Given data:
++++++++++
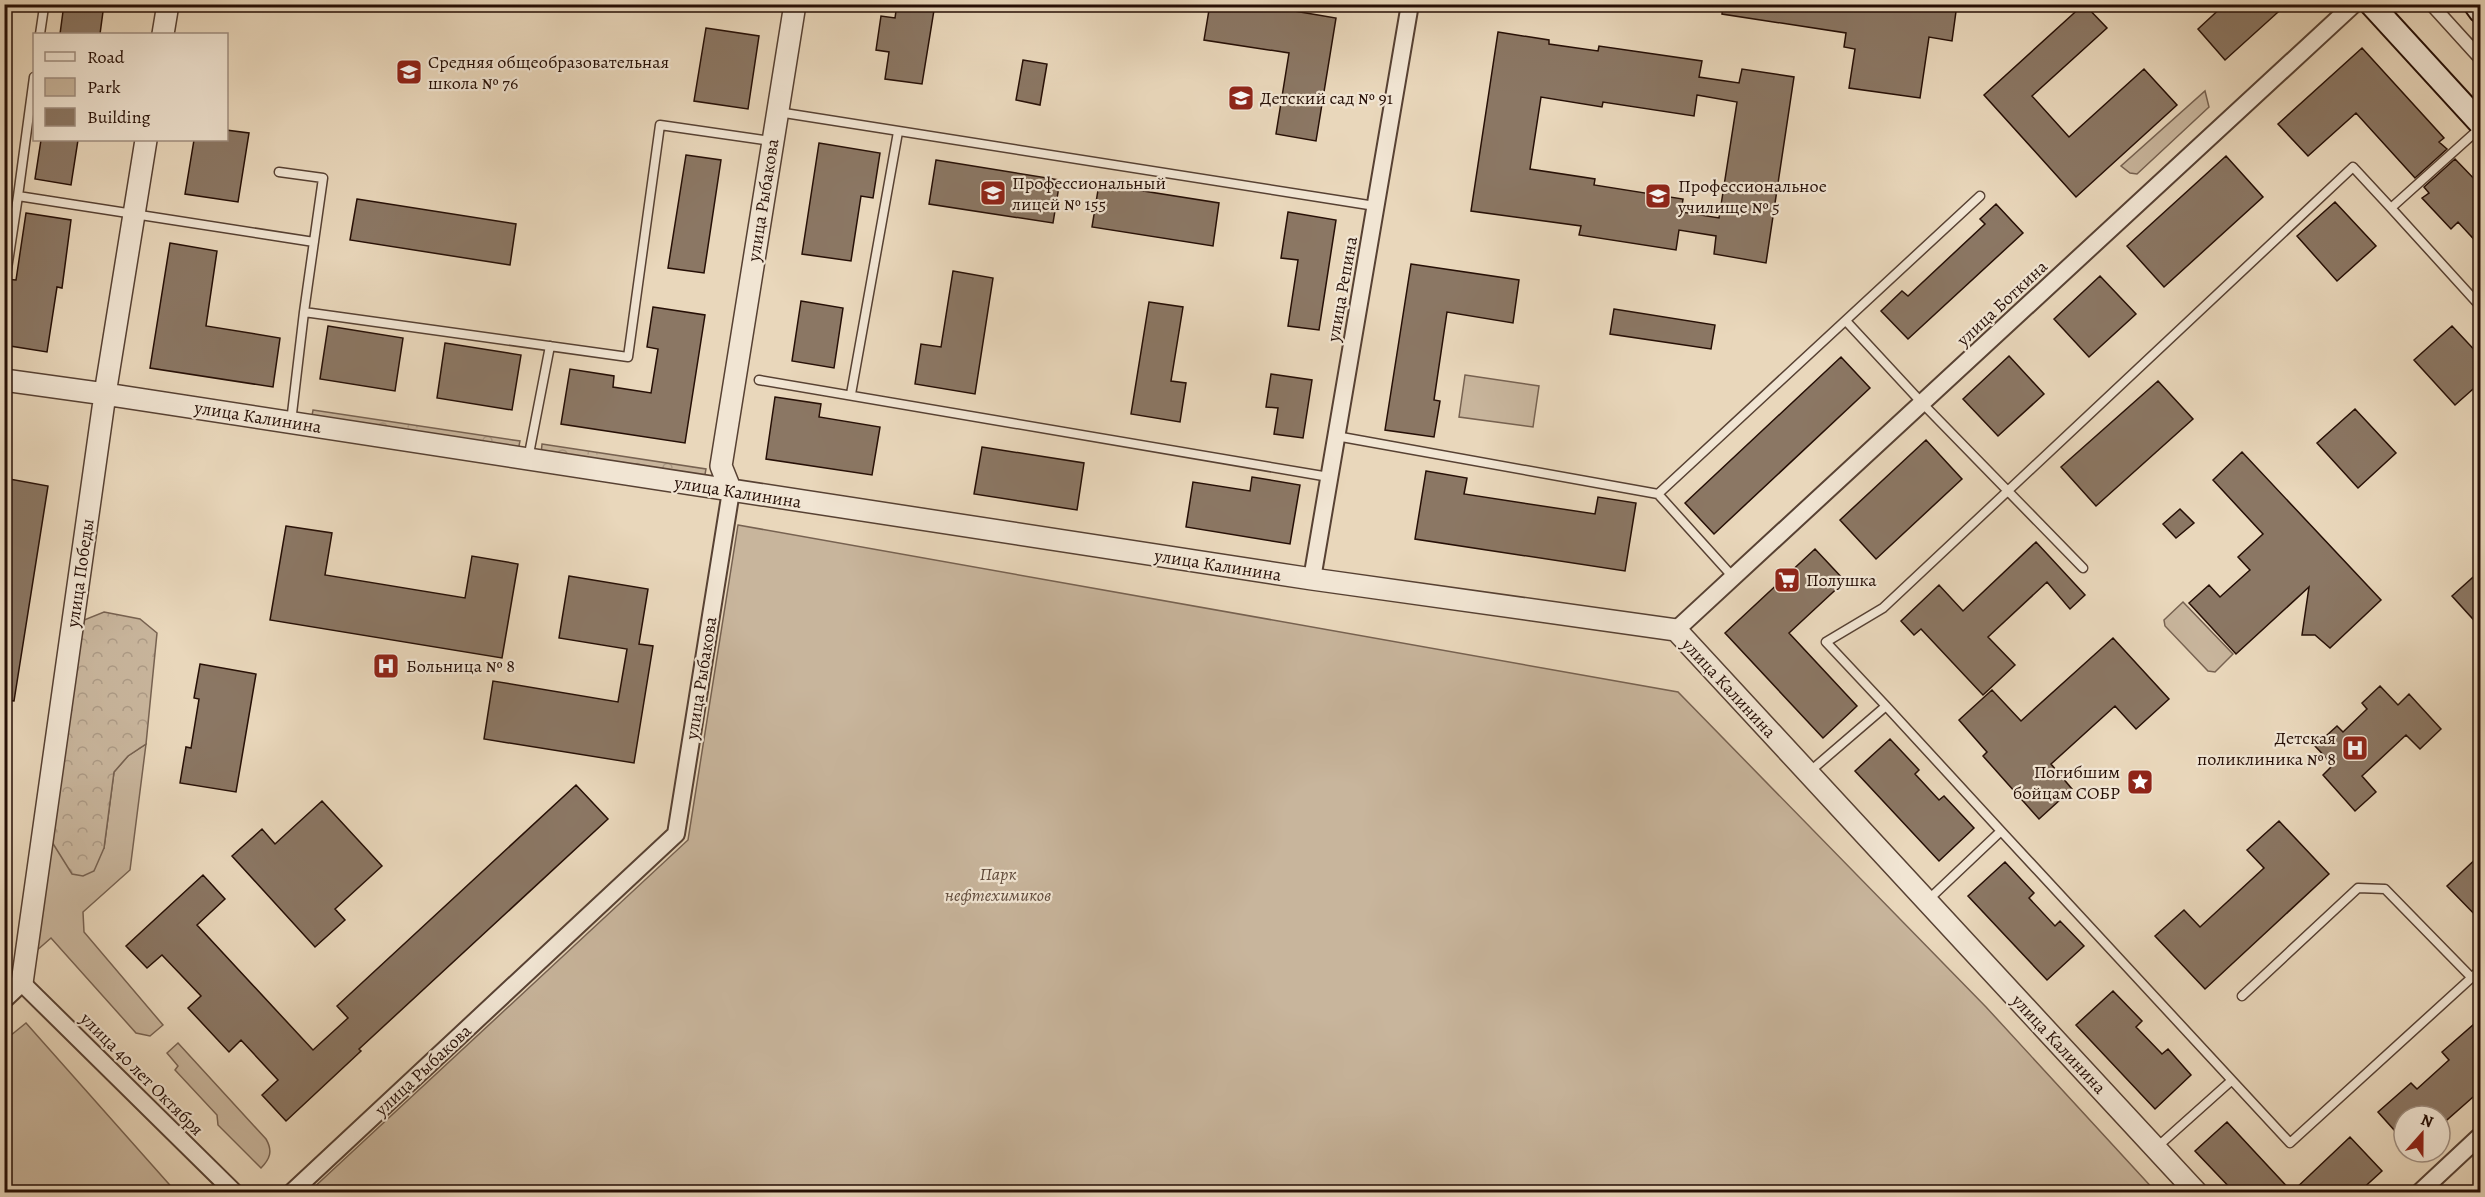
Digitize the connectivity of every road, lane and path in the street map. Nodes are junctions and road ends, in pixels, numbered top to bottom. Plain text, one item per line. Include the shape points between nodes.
1 (32, 4) edge
2 (168, 4) edge
3 (795, 4) edge
4 (1410, 4) edge
5 (2354, 4) edge
6 (2371, 4) edge
7 (2432, 4) edge
8 (2475, 4) edge
9 (2481, 11) edge
10 (40, 33) edge
11 (163, 33) edge
12 (2481, 58) edge
13 (33, 84) edge
14 (777, 112) junction
15 (2481, 123) edge
16 (2481, 128) edge
17 (898, 132) junction
18 (146, 141) edge
19 (773, 141) junction
20 (279, 172) dead end
21 (18, 196) junction
22 (1980, 196) dead end
23 (1375, 206) junction
24 (2391, 208) junction
25 (134, 214) junction
26 (314, 242) junction
27 (4, 269) edge
28 (2481, 306) edge
29 (304, 312) junction
30 (1846, 321) junction
31 (550, 346) junction
32 (4, 380) edge
33 (759, 380) dead end
34 (105, 394) junction
35 (851, 394) junction
36 (1922, 403) junction
37 (291, 423) junction
38 (1336, 436) junction
39 (528, 460) junction
40 (1329, 477) junction
41 (732, 491) junction
42 (2008, 491) junction
43 (1658, 494) junction
44 (2083, 568) dead end
45 (1733, 577) junction
46 (1312, 579) junction
47 (1676, 630) junction
48 (1886, 706) junction
49 (1808, 773) junction
50 (2001, 831) junction
51 (1927, 902) junction
52 (2481, 970) edge
53 (2472, 978) junction
54 (22, 983) junction
55 (2242, 996) dead end
56 (4, 1000) edge
57 (2231, 1081) junction
58 (2481, 1136) edge
59 (2155, 1149) junction
60 (234, 1192) edge
61 (292, 1192) edge
62 (2196, 1192) edge
63 (2420, 1192) edge

1 - 10 lane via 44,7
2 - 11 street
3 - 14 street, улица Рыбакова
4 - 23 street, улица Репина
5 - 36 street, улица Боткина
6 - 15 main road
7 - 12 street
8 - 9 main road
13 - 21 lane
14 - 17 lane
14 - 19 street, улица Рыбакова
16 - 24 lane
17 - 23 lane
17 - 35 lane
18 - 25 street, улица Победы
19 - 31 lane via 660,125 628,357
19 - 41 street, улица Рыбакова via 721,466
20 - 26 lane via 323,178
21 - 25 lane
21 - 27 lane
22 - 30 lane
23 - 38 street, улица Репина
24 - 28 lane
24 - 42 lane via 2353,167
25 - 26 lane
25 - 34 street, улица Победы
26 - 29 lane
29 - 31 lane
29 - 37 lane
30 - 36 lane
30 - 43 lane
31 - 39 lane
32 - 34 street, улица Калинина
33 - 35 lane
34 - 37 street, улица Калинина
34 - 54 street, улица Победы
35 - 40 lane
36 - 42 lane
36 - 45 street, улица Боткина
37 - 39 street, улица Калинина
38 - 40 street, улица Репина
38 - 43 lane
39 - 41 street, улица Калинина
40 - 46 street, улица Репина
41 - 46 street, улица Калинина
41 - 61 street, улица Рыбакова via 676,834
42 - 44 lane
42 - 48 lane via 1883,608 1826,642
43 - 45 lane
45 - 47 street, улица Боткина
46 - 47 street, улица Калинина
47 - 49 street, улица Калинина
48 - 49 lane
48 - 50 lane
49 - 51 street, улица Калинина
50 - 51 lane
50 - 57 lane
51 - 59 street, улица Калинина
52 - 53 lane
53 - 55 lane via 2385,889 2358,888
53 - 57 lane via 2290,1143
54 - 56 street
54 - 60 street, улица 40 лет Октября
57 - 59 lane
58 - 63 street
59 - 62 street, улица Калинина

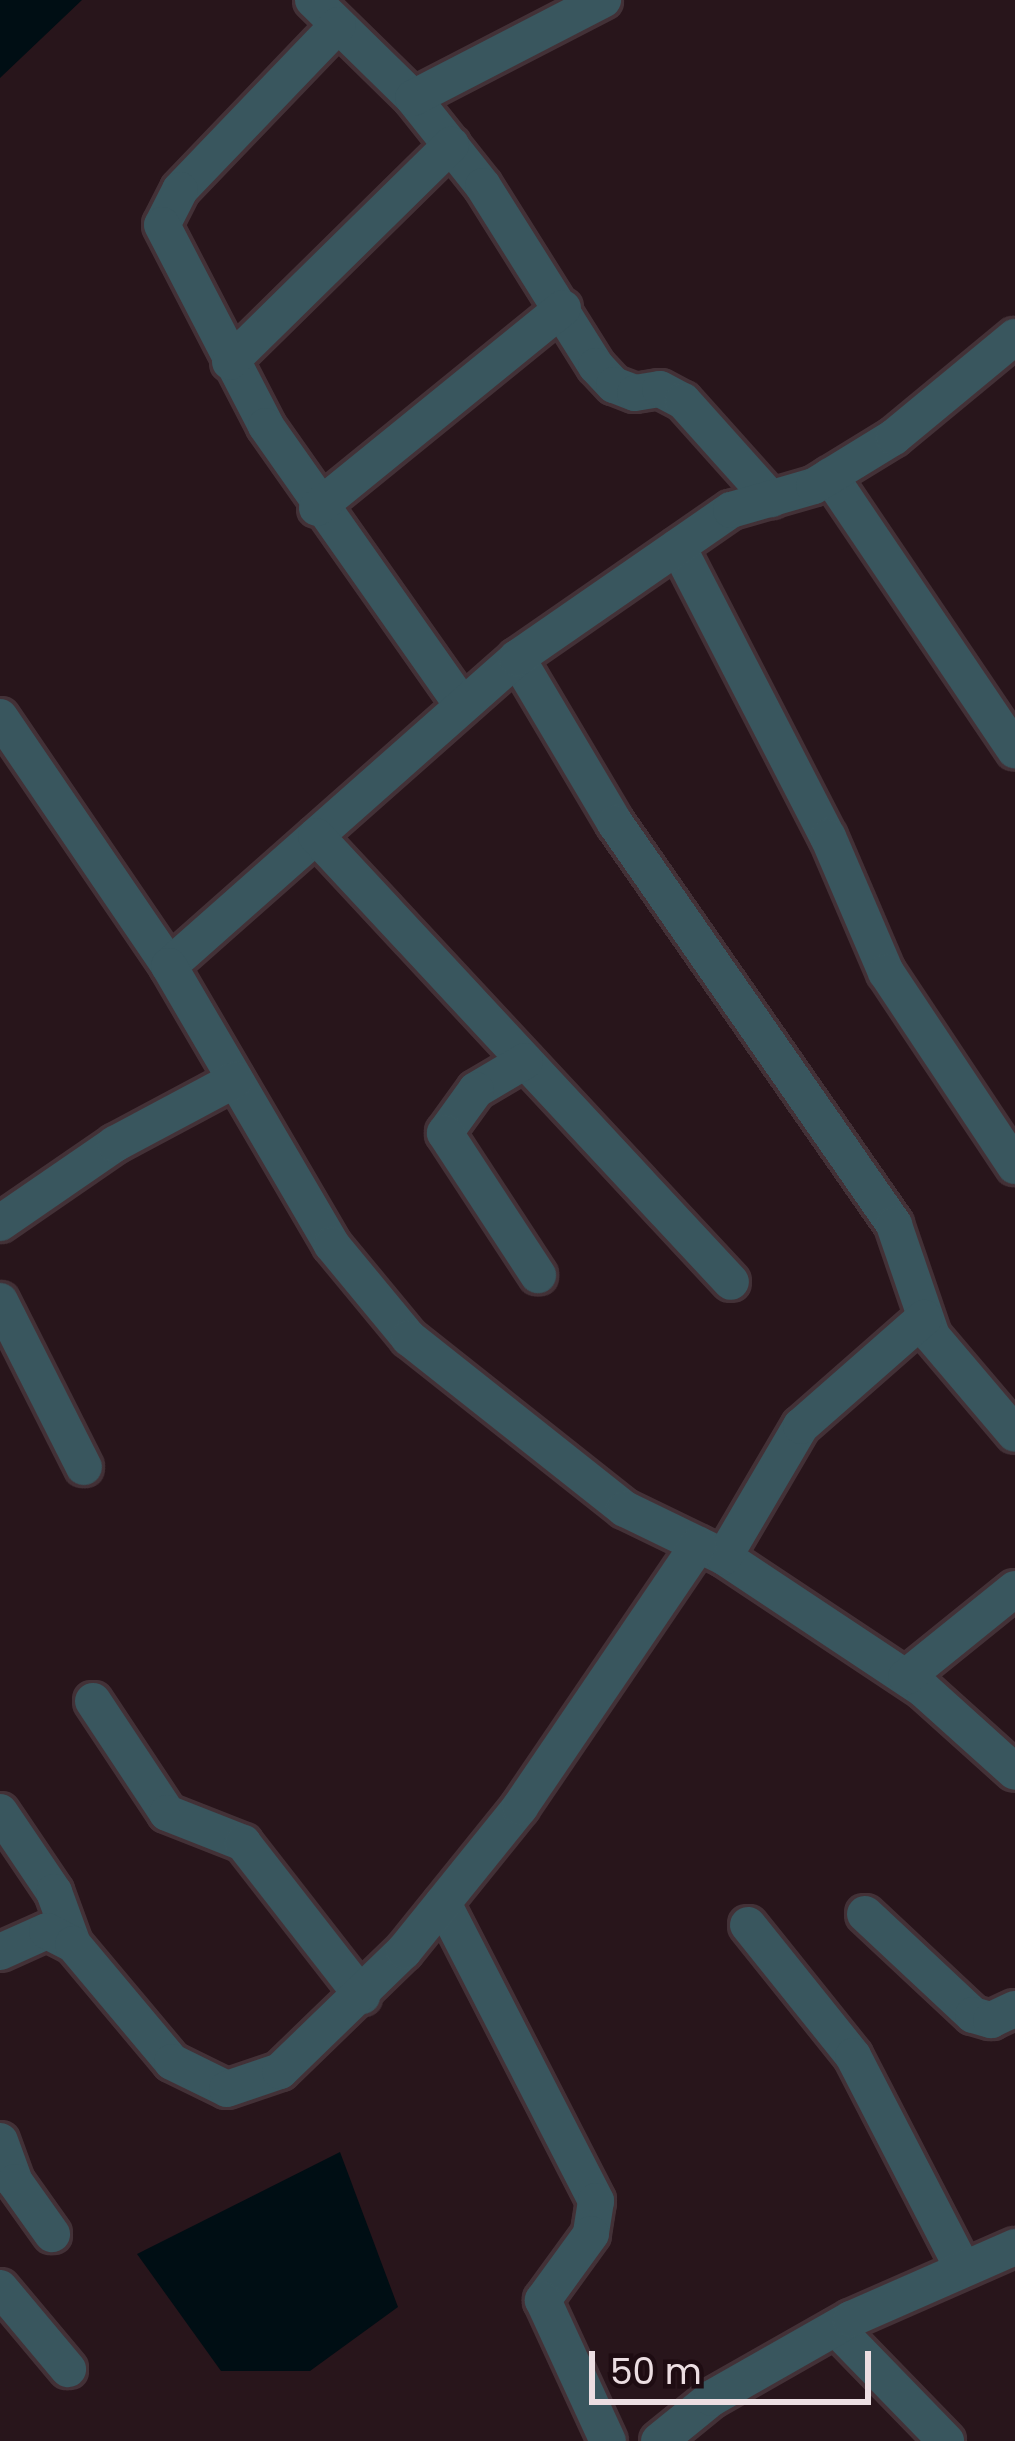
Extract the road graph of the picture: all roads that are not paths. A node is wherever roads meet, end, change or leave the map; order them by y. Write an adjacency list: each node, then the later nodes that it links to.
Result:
1 (603, 0): 3 (street)
2 (325, 12): 3 (street); 7 (street)
3 (413, 98): 4 (street)
4 (451, 146): 5 (street); 7 (street)
5 (563, 308): 9 (street); 10 (street)
6 (1015, 338): 8 (street)
7 (230, 362): 10 (street)
8 (830, 476): 9 (street); 15 (street)
9 (771, 499): 11 (street)
10 (317, 508): 13 (street)
11 (678, 547): 12 (street); 20 (street)
12 (517, 658): 13 (street); 25 (street)
13 (459, 701): 16 (street)
14 (0, 717): 17 (street)
15 (1015, 750)
16 (316, 836): 17 (street); 18 (street)
17 (169, 966): 19 (street)
18 (525, 1060): 22 (street); 23 (street)
19 (235, 1080): 21 (street); 28 (street)
20 (1015, 1166)
21 (0, 1223)
22 (538, 1275)
23 (731, 1282)
24 (0, 1301): 27 (street)
25 (924, 1318): 26 (street); 28 (street)
26 (1015, 1434)
27 (84, 1467)
28 (711, 1551): 30 (street); 34 (street)
29 (1015, 1589): 30 (street)
30 (906, 1677): 32 (street)
31 (93, 1701): 39 (street)
32 (1015, 1772)
33 (0, 1812): 37 (street)
34 (443, 1903): 39 (street); 48 (street)
35 (865, 1914): 40 (street)
36 (748, 1925): 44 (street)
37 (73, 1944): 38 (street); 39 (street)
38 (0, 1952)
39 (362, 1996)
40 (1015, 2009)
41 (0, 2141): 42 (street)
42 (52, 2234)
43 (1015, 2247): 44 (street)
44 (962, 2267): 46 (street)
45 (0, 2288): 47 (street)
46 (836, 2328): 49 (street); 50 (street)
47 (68, 2369)
48 (608, 2441)
49 (659, 2441)
50 (946, 2441)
++++++++++
Work instructions:
Give the listing above again word for word, without its pictures.

Your response:
Digitize the connectivity of every road, lane and path in the street map. Nodes are junctions and road ends, in pixels, numbered top to bottom. Plain text, one item per line. Include the shape points between nodes.
1 (32, 4) edge
2 (168, 4) edge
3 (795, 4) edge
4 (1410, 4) edge
5 (2354, 4) edge
6 (2371, 4) edge
7 (2432, 4) edge
8 (2475, 4) edge
9 (2481, 11) edge
10 (40, 33) edge
11 (163, 33) edge
12 (2481, 58) edge
13 (33, 84) edge
14 (777, 112) junction
15 (2481, 123) edge
16 (2481, 128) edge
17 (898, 132) junction
18 (146, 141) edge
19 (773, 141) junction
20 (279, 172) dead end
21 (18, 196) junction
22 (1980, 196) dead end
23 (1375, 206) junction
24 (2391, 208) junction
25 (134, 214) junction
26 (314, 242) junction
27 (4, 269) edge
28 (2481, 306) edge
29 (304, 312) junction
30 (1846, 321) junction
31 (550, 346) junction
32 (4, 380) edge
33 (759, 380) dead end
34 (105, 394) junction
35 (851, 394) junction
36 (1922, 403) junction
37 (291, 423) junction
38 (1336, 436) junction
39 (528, 460) junction
40 (1329, 477) junction
41 (732, 491) junction
42 (2008, 491) junction
43 (1658, 494) junction
44 (2083, 568) dead end
45 (1733, 577) junction
46 (1312, 579) junction
47 (1676, 630) junction
48 (1886, 706) junction
49 (1808, 773) junction
50 (2001, 831) junction
51 (1927, 902) junction
52 (2481, 970) edge
53 (2472, 978) junction
54 (22, 983) junction
55 (2242, 996) dead end
56 (4, 1000) edge
57 (2231, 1081) junction
58 (2481, 1136) edge
59 (2155, 1149) junction
60 (234, 1192) edge
61 (292, 1192) edge
62 (2196, 1192) edge
63 (2420, 1192) edge

1 - 10 lane via 44,7
2 - 11 street
3 - 14 street, улица Рыбакова
4 - 23 street, улица Репина
5 - 36 street, улица Боткина
6 - 15 main road
7 - 12 street
8 - 9 main road
13 - 21 lane
14 - 17 lane
14 - 19 street, улица Рыбакова
16 - 24 lane
17 - 23 lane
17 - 35 lane
18 - 25 street, улица Победы
19 - 31 lane via 660,125 628,357
19 - 41 street, улица Рыбакова via 721,466
20 - 26 lane via 323,178
21 - 25 lane
21 - 27 lane
22 - 30 lane
23 - 38 street, улица Репина
24 - 28 lane
24 - 42 lane via 2353,167
25 - 26 lane
25 - 34 street, улица Победы
26 - 29 lane
29 - 31 lane
29 - 37 lane
30 - 36 lane
30 - 43 lane
31 - 39 lane
32 - 34 street, улица Калинина
33 - 35 lane
34 - 37 street, улица Калинина
34 - 54 street, улица Победы
35 - 40 lane
36 - 42 lane
36 - 45 street, улица Боткина
37 - 39 street, улица Калинина
38 - 40 street, улица Репина
38 - 43 lane
39 - 41 street, улица Калинина
40 - 46 street, улица Репина
41 - 46 street, улица Калинина
41 - 61 street, улица Рыбакова via 676,834
42 - 44 lane
42 - 48 lane via 1883,608 1826,642
43 - 45 lane
45 - 47 street, улица Боткина
46 - 47 street, улица Калинина
47 - 49 street, улица Калинина
48 - 49 lane
48 - 50 lane
49 - 51 street, улица Калинина
50 - 51 lane
50 - 57 lane
51 - 59 street, улица Калинина
52 - 53 lane
53 - 55 lane via 2385,889 2358,888
53 - 57 lane via 2290,1143
54 - 56 street
54 - 60 street, улица 40 лет Октября
57 - 59 lane
58 - 63 street
59 - 62 street, улица Калинина

Extract the road graph of the picture: all roads that are not paths. A node is wherever roads meet, end, change or leave the map; order them by y. Write an adjacency list: each node, then the later nodes that it links to.
Result:
1 (603, 0): 3 (street)
2 (325, 12): 3 (street); 7 (street)
3 (413, 98): 4 (street)
4 (451, 146): 5 (street); 7 (street)
5 (563, 308): 9 (street); 10 (street)
6 (1015, 338): 8 (street)
7 (230, 362): 10 (street)
8 (830, 476): 9 (street); 15 (street)
9 (771, 499): 11 (street)
10 (317, 508): 13 (street)
11 (678, 547): 12 (street); 20 (street)
12 (517, 658): 13 (street); 25 (street)
13 (459, 701): 16 (street)
14 (0, 717): 17 (street)
15 (1015, 750)
16 (316, 836): 17 (street); 18 (street)
17 (169, 966): 19 (street)
18 (525, 1060): 22 (street); 23 (street)
19 (235, 1080): 21 (street); 28 (street)
20 (1015, 1166)
21 (0, 1223)
22 (538, 1275)
23 (731, 1282)
24 (0, 1301): 27 (street)
25 (924, 1318): 26 (street); 28 (street)
26 (1015, 1434)
27 (84, 1467)
28 (711, 1551): 30 (street); 34 (street)
29 (1015, 1589): 30 (street)
30 (906, 1677): 32 (street)
31 (93, 1701): 39 (street)
32 (1015, 1772)
33 (0, 1812): 37 (street)
34 (443, 1903): 39 (street); 48 (street)
35 (865, 1914): 40 (street)
36 (748, 1925): 44 (street)
37 (73, 1944): 38 (street); 39 (street)
38 (0, 1952)
39 (362, 1996)
40 (1015, 2009)
41 (0, 2141): 42 (street)
42 (52, 2234)
43 (1015, 2247): 44 (street)
44 (962, 2267): 46 (street)
45 (0, 2288): 47 (street)
46 (836, 2328): 49 (street); 50 (street)
47 (68, 2369)
48 (608, 2441)
49 (659, 2441)
50 (946, 2441)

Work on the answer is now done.